> _What you are asked to do_:
If a line in the entries below includes "شارع", show that line.

###

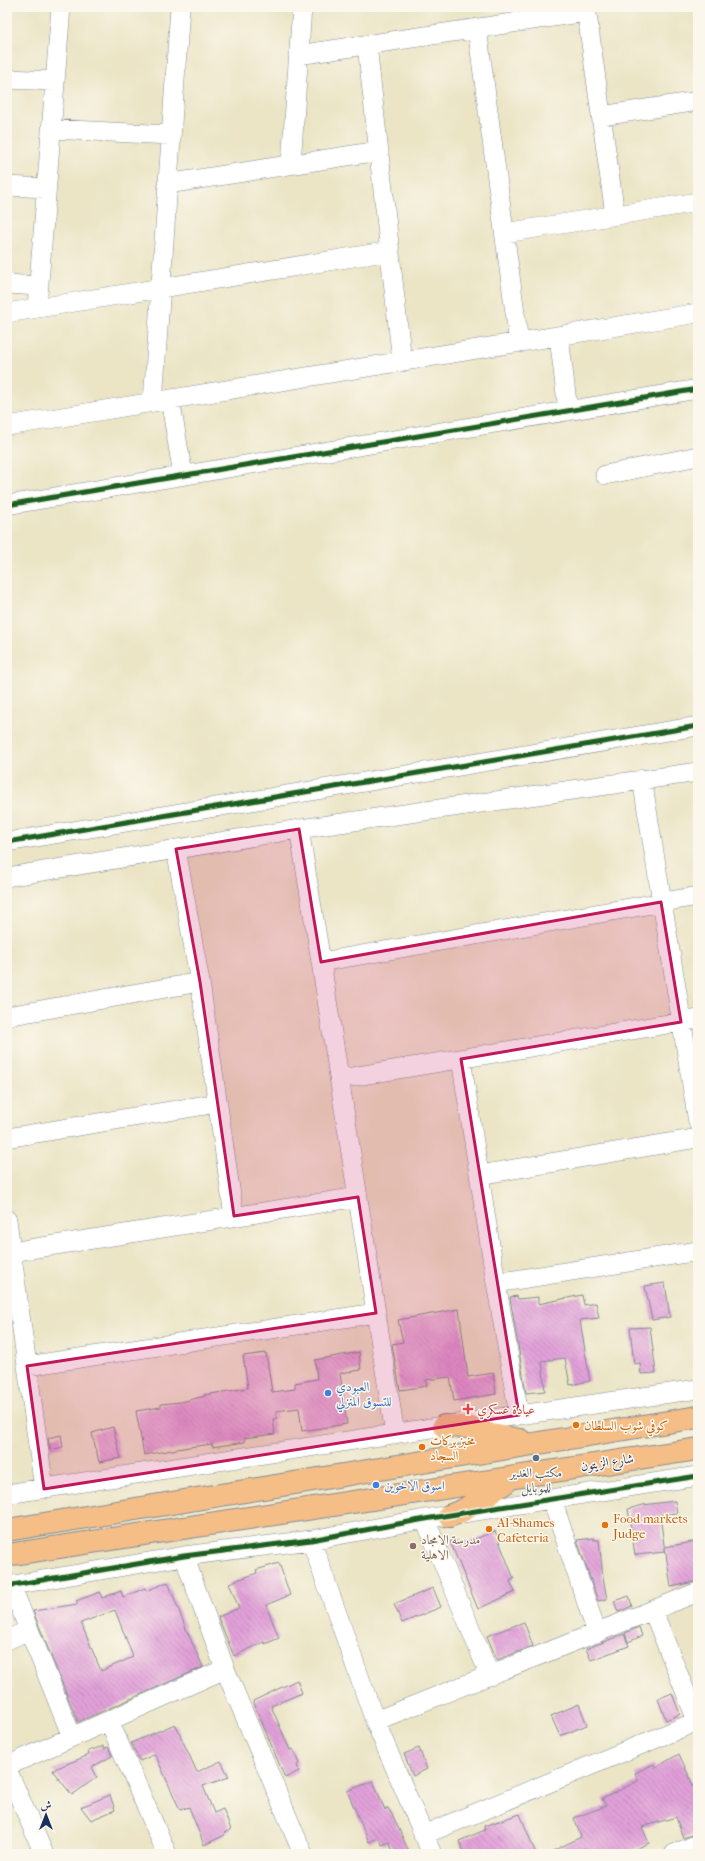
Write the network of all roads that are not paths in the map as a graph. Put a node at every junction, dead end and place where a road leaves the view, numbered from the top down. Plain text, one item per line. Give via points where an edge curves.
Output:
1 (61, 7) edge
2 (180, 7) edge
3 (302, 7) edge
4 (586, 10) edge
5 (477, 28) junction
6 (367, 45) junction
7 (298, 55) junction
8 (7, 78) edge
9 (55, 81) junction
10 (698, 100) edge
11 (602, 116) junction
12 (51, 129) junction
13 (171, 135) junction
14 (379, 151) junction
15 (291, 164) junction
16 (167, 184) junction
17 (7, 186) edge
18 (46, 188) junction
19 (698, 202) edge
20 (615, 215) junction
21 (504, 233) junction
22 (390, 251) junction
23 (7, 284) edge
24 (38, 286) junction
25 (161, 288) junction
26 (37, 308) junction
27 (7, 313) edge
28 (698, 314) edge
29 (559, 336) junction
30 (519, 342) junction
31 (402, 362) junction
32 (698, 389) edge
33 (162, 401) junction
34 (568, 411) junction
35 (7, 426) edge
36 (698, 456) edge
37 (605, 475) dead end
38 (183, 476) junction
39 (7, 505) edge
40 (698, 726) edge
41 (698, 772) edge
42 (642, 779) junction
43 (299, 829) junction
44 (7, 842) edge
45 (176, 849) junction
46 (7, 877) edge
47 (698, 896) edge
48 (661, 902) junction
49 (321, 962) junction
50 (200, 982) junction
51 (7, 1016) edge
52 (690, 1020) edge
53 (461, 1059) junction
54 (339, 1079) junction
55 (218, 1103) junction
56 (698, 1122) edge
57 (7, 1138) edge
58 (698, 1138) edge
59 (479, 1175) junction
60 (358, 1197) junction
61 (234, 1216) junction
62 (7, 1220) edge
63 (698, 1251) edge
64 (11, 1252) junction
65 (496, 1283) junction
66 (376, 1313) junction
67 (27, 1366) junction
68 (698, 1389) edge
69 (519, 1415) junction
70 (698, 1417) edge
71 (444, 1426) junction
72 (642, 1426) junction
73 (698, 1428) edge
74 (698, 1431) edge
75 (395, 1434) junction
76 (549, 1440) junction
77 (698, 1449) edge
78 (649, 1455) junction
79 (698, 1476) edge
80 (517, 1477) junction
81 (44, 1489) junction
82 (7, 1494) edge
83 (552, 1500) junction
84 (449, 1516) junction
85 (425, 1519) junction
86 (7, 1530) edge
87 (311, 1540) junction
88 (7, 1555) edge
89 (184, 1556) junction
90 (9, 1585) edge
91 (698, 1592) edge
92 (653, 1611) junction
93 (29, 1630) junction
94 (597, 1633) junction
95 (7, 1640) edge
96 (225, 1669) junction
97 (490, 1676) junction
98 (109, 1721) junction
99 (375, 1721) junction
100 (698, 1722) edge
101 (72, 1737) junction
102 (7, 1766) edge
103 (7, 1769) edge
104 (424, 1835) junction
105 (44, 1854) edge
106 (168, 1854) edge
107 (303, 1854) edge
108 (432, 1854) edge

1 - 9 street
2 - 13 street
3 - 7 street
4 - 5 street
4 - 11 street
5 - 6 street
5 - 21 street
6 - 7 street
6 - 14 street
7 - 15 street
8 - 9 street
9 - 12 street
10 - 11 street
11 - 20 street
12 - 13 street
12 - 18 street
13 - 16 street
14 - 15 street
14 - 22 street
15 - 16 street
16 - 25 street
17 - 18 street
18 - 24 street
19 - 20 street
20 - 21 street
21 - 30 street
22 - 25 street
22 - 31 street
23 - 24 street
24 - 26 street
25 - 26 street
25 - 33 street
26 - 27 street
28 - 29 street
29 - 30 street
29 - 34 street
30 - 31 street
31 - 33 street
32 - 34 street
33 - 35 street
33 - 38 street
34 - 38 street
36 - 37 street
38 - 39 street
40 - 44 street
41 - 42 street
42 - 43 street
42 - 48 street
43 - 45 street
43 - 49 street
45 - 46 street
45 - 50 street
47 - 48 street
48 - 49 street
48 - 52 street
49 - 54 street
50 - 51 street
50 - 55 street
52 - 53 street
52 - 56 street
53 - 54 street
53 - 59 street
54 - 60 street
55 - 57 street
55 - 61 street
58 - 59 street
59 - 65 street
60 - 61 street
60 - 66 street
61 - 64 street
62 - 64 street
63 - 65 street
64 - 67 street
65 - 69 street
66 - 67 street
66 - 75 street
67 - 81 street
68 - 69 street
69 - 71 street
70 - 72 main road
71 - 75 street
71 - 76 main road via 468,1427 490,1435 517,1440
72 - 76 main road
72 - 78 main road via 653,1434 655,1442 654,1449
73 - 74 main road
75 - 81 street
76 - 86 main road
77 - 78 main road, شارع الزيتون
78 - 80 main road, شارع الزيتون
79 - 83 street
80 - 84 main road via 503,1483 464,1510
80 - 88 main road, شارع الزيتون
81 - 82 street
83 - 84 street
83 - 94 street
84 - 85 street
85 - 87 street
85 - 97 street
87 - 89 street
87 - 99 street
89 - 90 street
89 - 96 street
90 - 93 street
91 - 92 street
92 - 94 street
92 - 100 street
93 - 95 street
93 - 101 street
94 - 97 street
96 - 98 street
96 - 107 street
97 - 99 street
98 - 101 street
98 - 106 street
99 - 104 street
100 - 104 street
101 - 102 street
103 - 105 street
104 - 108 street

###

> _Expected answer_:
77 - 78 main road, شارع الزيتون
78 - 80 main road, شارع الزيتون
80 - 88 main road, شارع الزيتون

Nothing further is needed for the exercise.